§ **WHAT NEEDS TO BE DONE**: Exact wording is required: give all the records again, minus the pictures.

§ **INFORMATION GIVEN**:
+++++

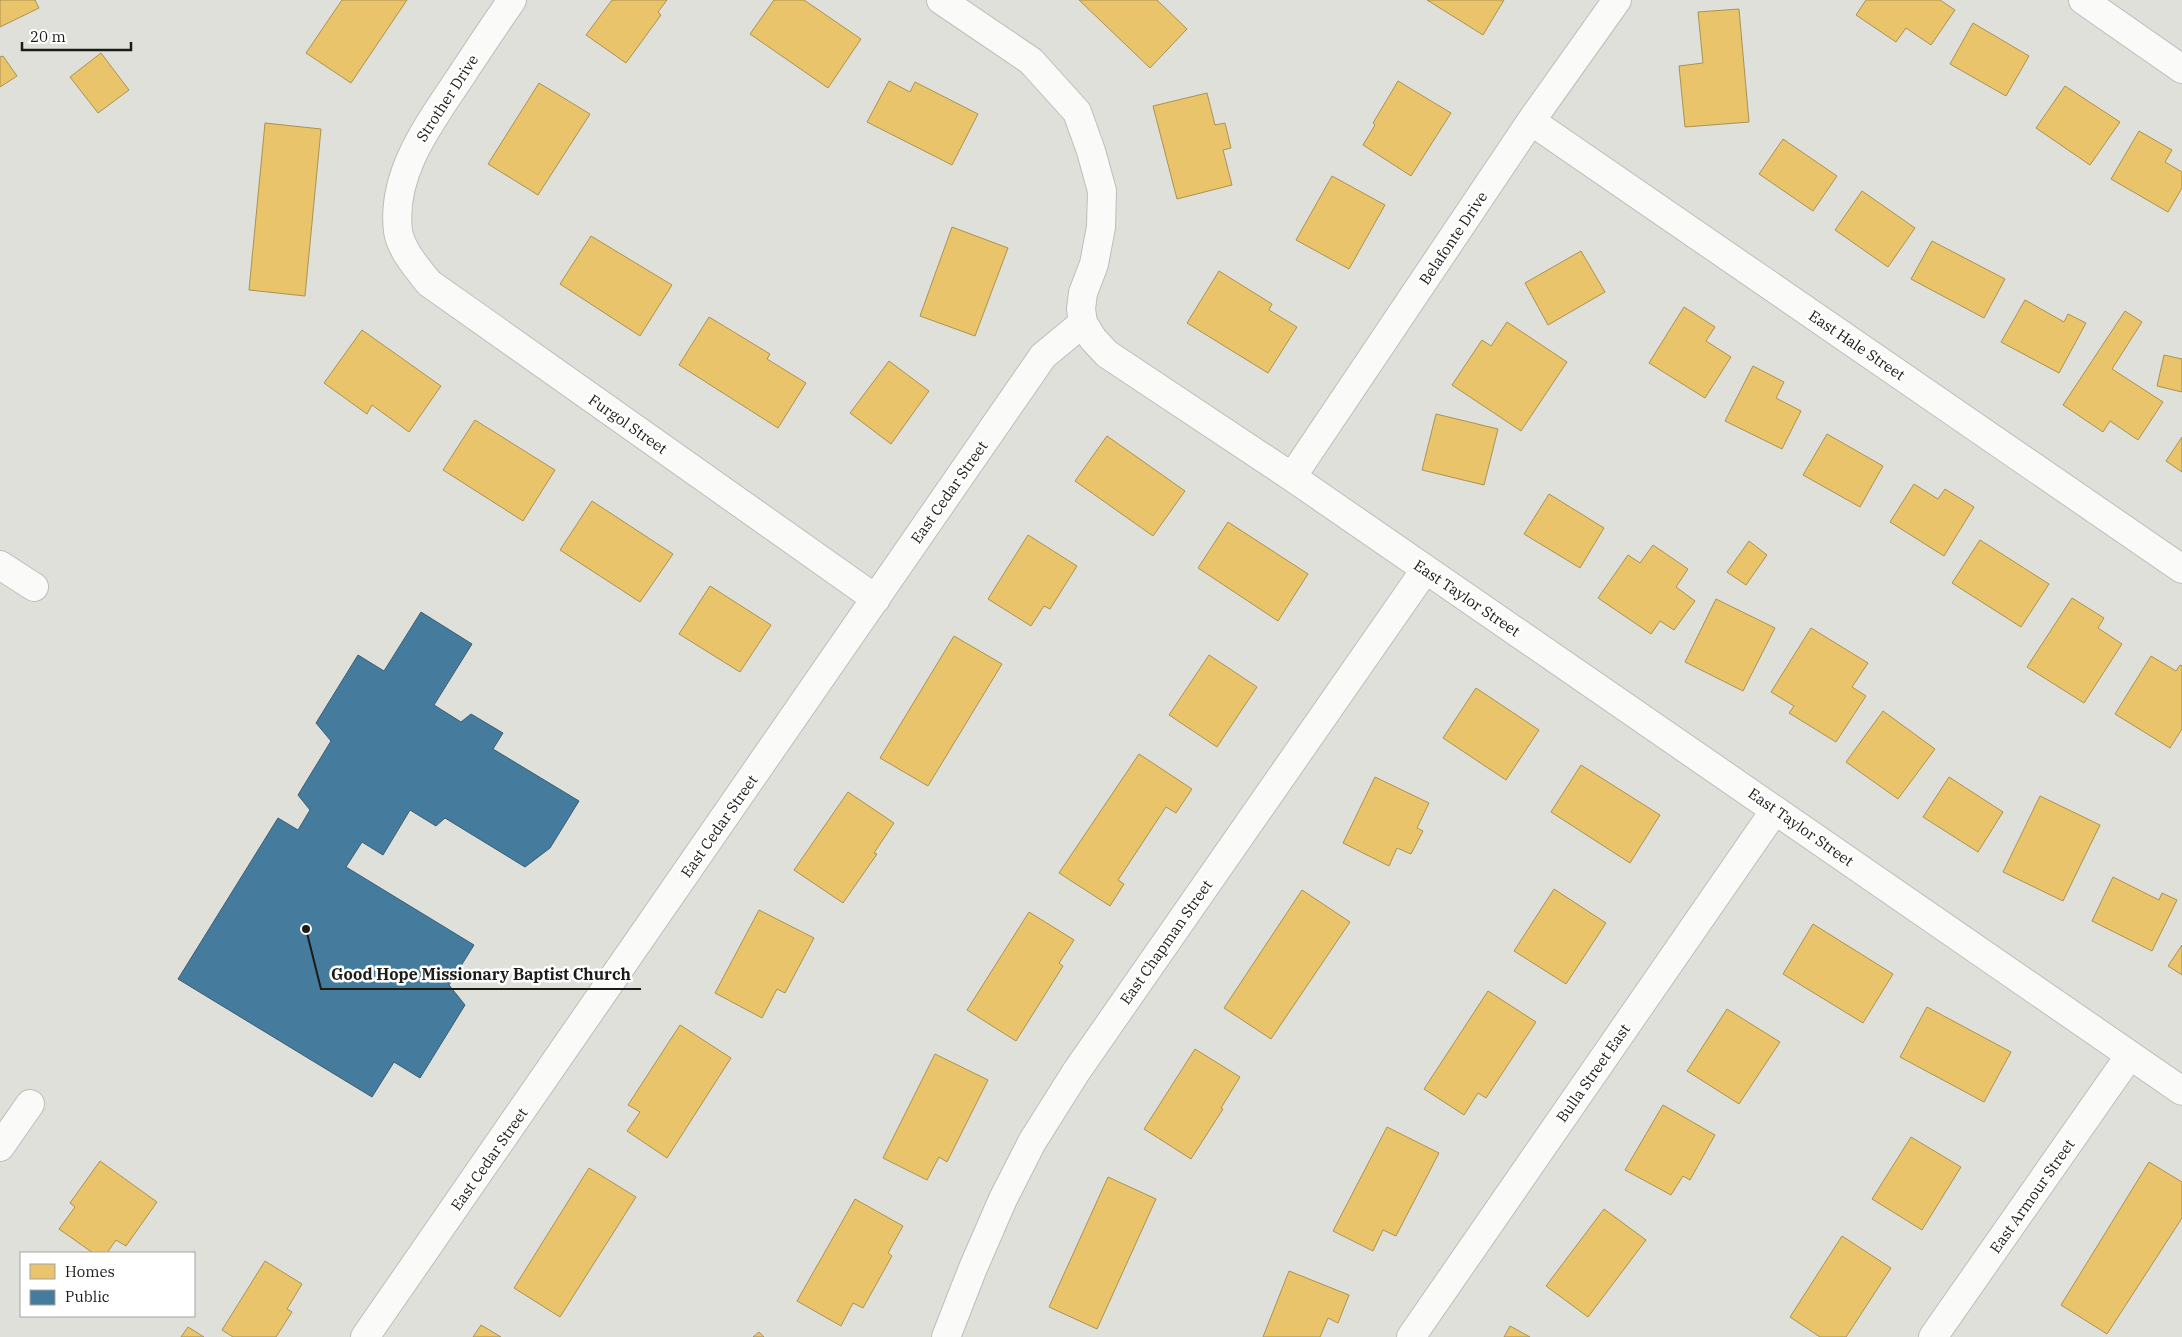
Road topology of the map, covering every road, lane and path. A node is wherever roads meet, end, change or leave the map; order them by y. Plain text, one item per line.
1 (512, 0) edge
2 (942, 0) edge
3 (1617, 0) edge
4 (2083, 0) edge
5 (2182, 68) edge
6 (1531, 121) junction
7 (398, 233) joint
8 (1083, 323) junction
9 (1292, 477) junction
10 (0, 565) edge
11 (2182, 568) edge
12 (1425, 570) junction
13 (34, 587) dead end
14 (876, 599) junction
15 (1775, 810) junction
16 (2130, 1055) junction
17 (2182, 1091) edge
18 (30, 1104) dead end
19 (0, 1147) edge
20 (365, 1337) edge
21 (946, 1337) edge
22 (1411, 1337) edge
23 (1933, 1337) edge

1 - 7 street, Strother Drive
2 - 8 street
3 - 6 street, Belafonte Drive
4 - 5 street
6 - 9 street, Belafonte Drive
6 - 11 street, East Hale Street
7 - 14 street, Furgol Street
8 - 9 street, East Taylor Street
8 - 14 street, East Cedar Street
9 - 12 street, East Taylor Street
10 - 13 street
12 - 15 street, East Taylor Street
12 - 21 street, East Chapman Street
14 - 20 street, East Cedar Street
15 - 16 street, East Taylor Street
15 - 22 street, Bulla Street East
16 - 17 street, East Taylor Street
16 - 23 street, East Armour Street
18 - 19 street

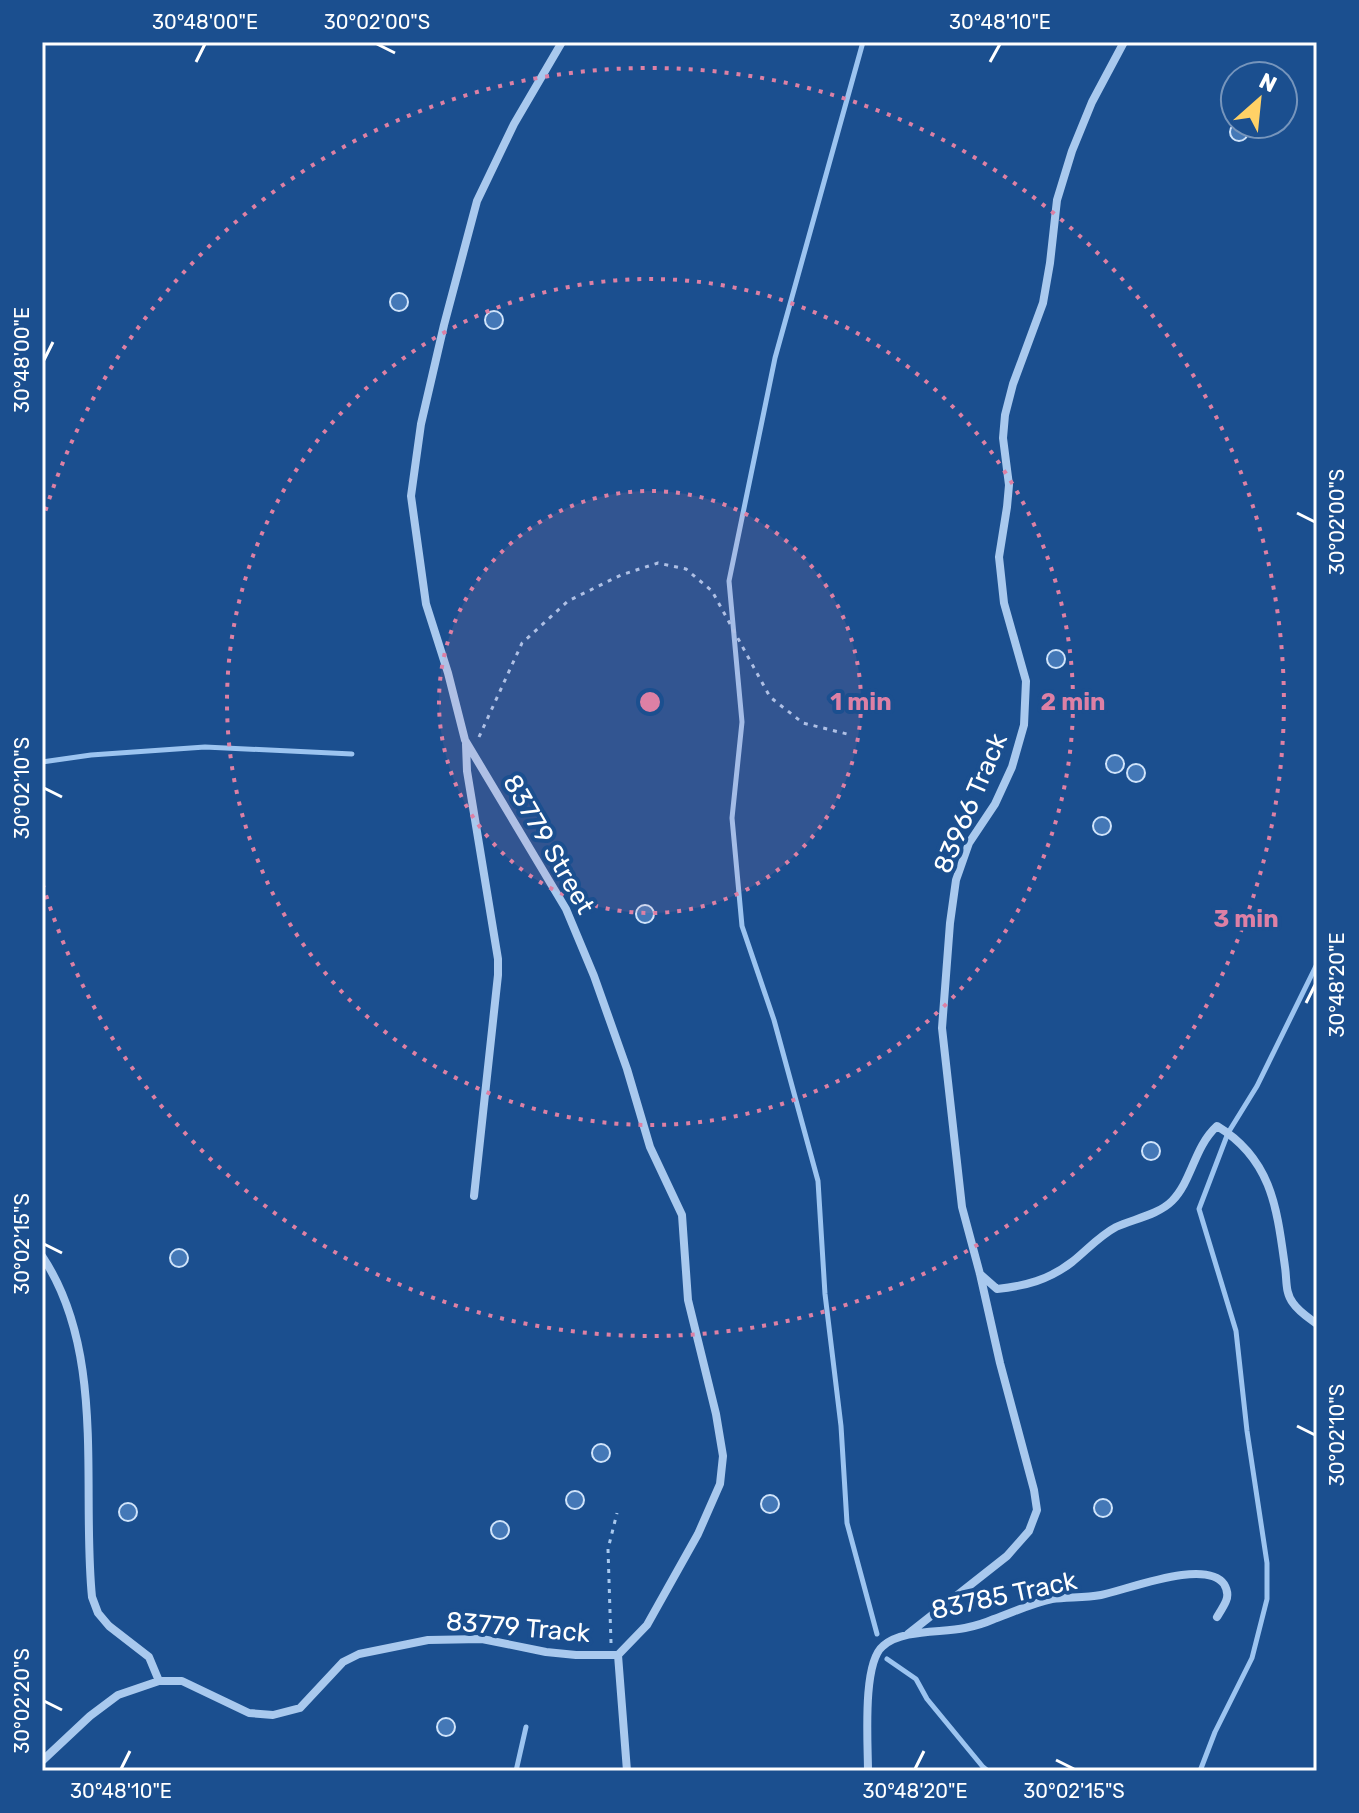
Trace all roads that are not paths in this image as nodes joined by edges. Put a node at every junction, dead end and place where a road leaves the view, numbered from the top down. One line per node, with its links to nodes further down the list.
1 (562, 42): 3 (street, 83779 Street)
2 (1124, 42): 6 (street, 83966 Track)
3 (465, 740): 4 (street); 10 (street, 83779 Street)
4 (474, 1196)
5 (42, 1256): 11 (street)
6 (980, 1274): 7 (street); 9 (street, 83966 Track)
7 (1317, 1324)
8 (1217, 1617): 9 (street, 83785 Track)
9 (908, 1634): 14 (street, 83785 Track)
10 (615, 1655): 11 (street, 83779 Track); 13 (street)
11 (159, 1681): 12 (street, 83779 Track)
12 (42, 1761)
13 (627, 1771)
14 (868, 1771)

+++++

§ **TASK OUTPUT**:
Road topology of the map, covering every road, lane and path. A node is wherever roads meet, end, change or leave the map; order them by y. Plain text, one item per line.
1 (512, 0) edge
2 (942, 0) edge
3 (1617, 0) edge
4 (2083, 0) edge
5 (2182, 68) edge
6 (1531, 121) junction
7 (398, 233) joint
8 (1083, 323) junction
9 (1292, 477) junction
10 (0, 565) edge
11 (2182, 568) edge
12 (1425, 570) junction
13 (34, 587) dead end
14 (876, 599) junction
15 (1775, 810) junction
16 (2130, 1055) junction
17 (2182, 1091) edge
18 (30, 1104) dead end
19 (0, 1147) edge
20 (365, 1337) edge
21 (946, 1337) edge
22 (1411, 1337) edge
23 (1933, 1337) edge

1 - 7 street, Strother Drive
2 - 8 street
3 - 6 street, Belafonte Drive
4 - 5 street
6 - 9 street, Belafonte Drive
6 - 11 street, East Hale Street
7 - 14 street, Furgol Street
8 - 9 street, East Taylor Street
8 - 14 street, East Cedar Street
9 - 12 street, East Taylor Street
10 - 13 street
12 - 15 street, East Taylor Street
12 - 21 street, East Chapman Street
14 - 20 street, East Cedar Street
15 - 16 street, East Taylor Street
15 - 22 street, Bulla Street East
16 - 17 street, East Taylor Street
16 - 23 street, East Armour Street
18 - 19 street

Trace all roads that are not paths in this image as nodes joined by edges. Put a node at every junction, dead end and place where a road leaves the view, numbered from the top down. One line per node, with its links to nodes further down the list.
1 (562, 42): 3 (street, 83779 Street)
2 (1124, 42): 6 (street, 83966 Track)
3 (465, 740): 4 (street); 10 (street, 83779 Street)
4 (474, 1196)
5 (42, 1256): 11 (street)
6 (980, 1274): 7 (street); 9 (street, 83966 Track)
7 (1317, 1324)
8 (1217, 1617): 9 (street, 83785 Track)
9 (908, 1634): 14 (street, 83785 Track)
10 (615, 1655): 11 (street, 83779 Track); 13 (street)
11 (159, 1681): 12 (street, 83779 Track)
12 (42, 1761)
13 (627, 1771)
14 (868, 1771)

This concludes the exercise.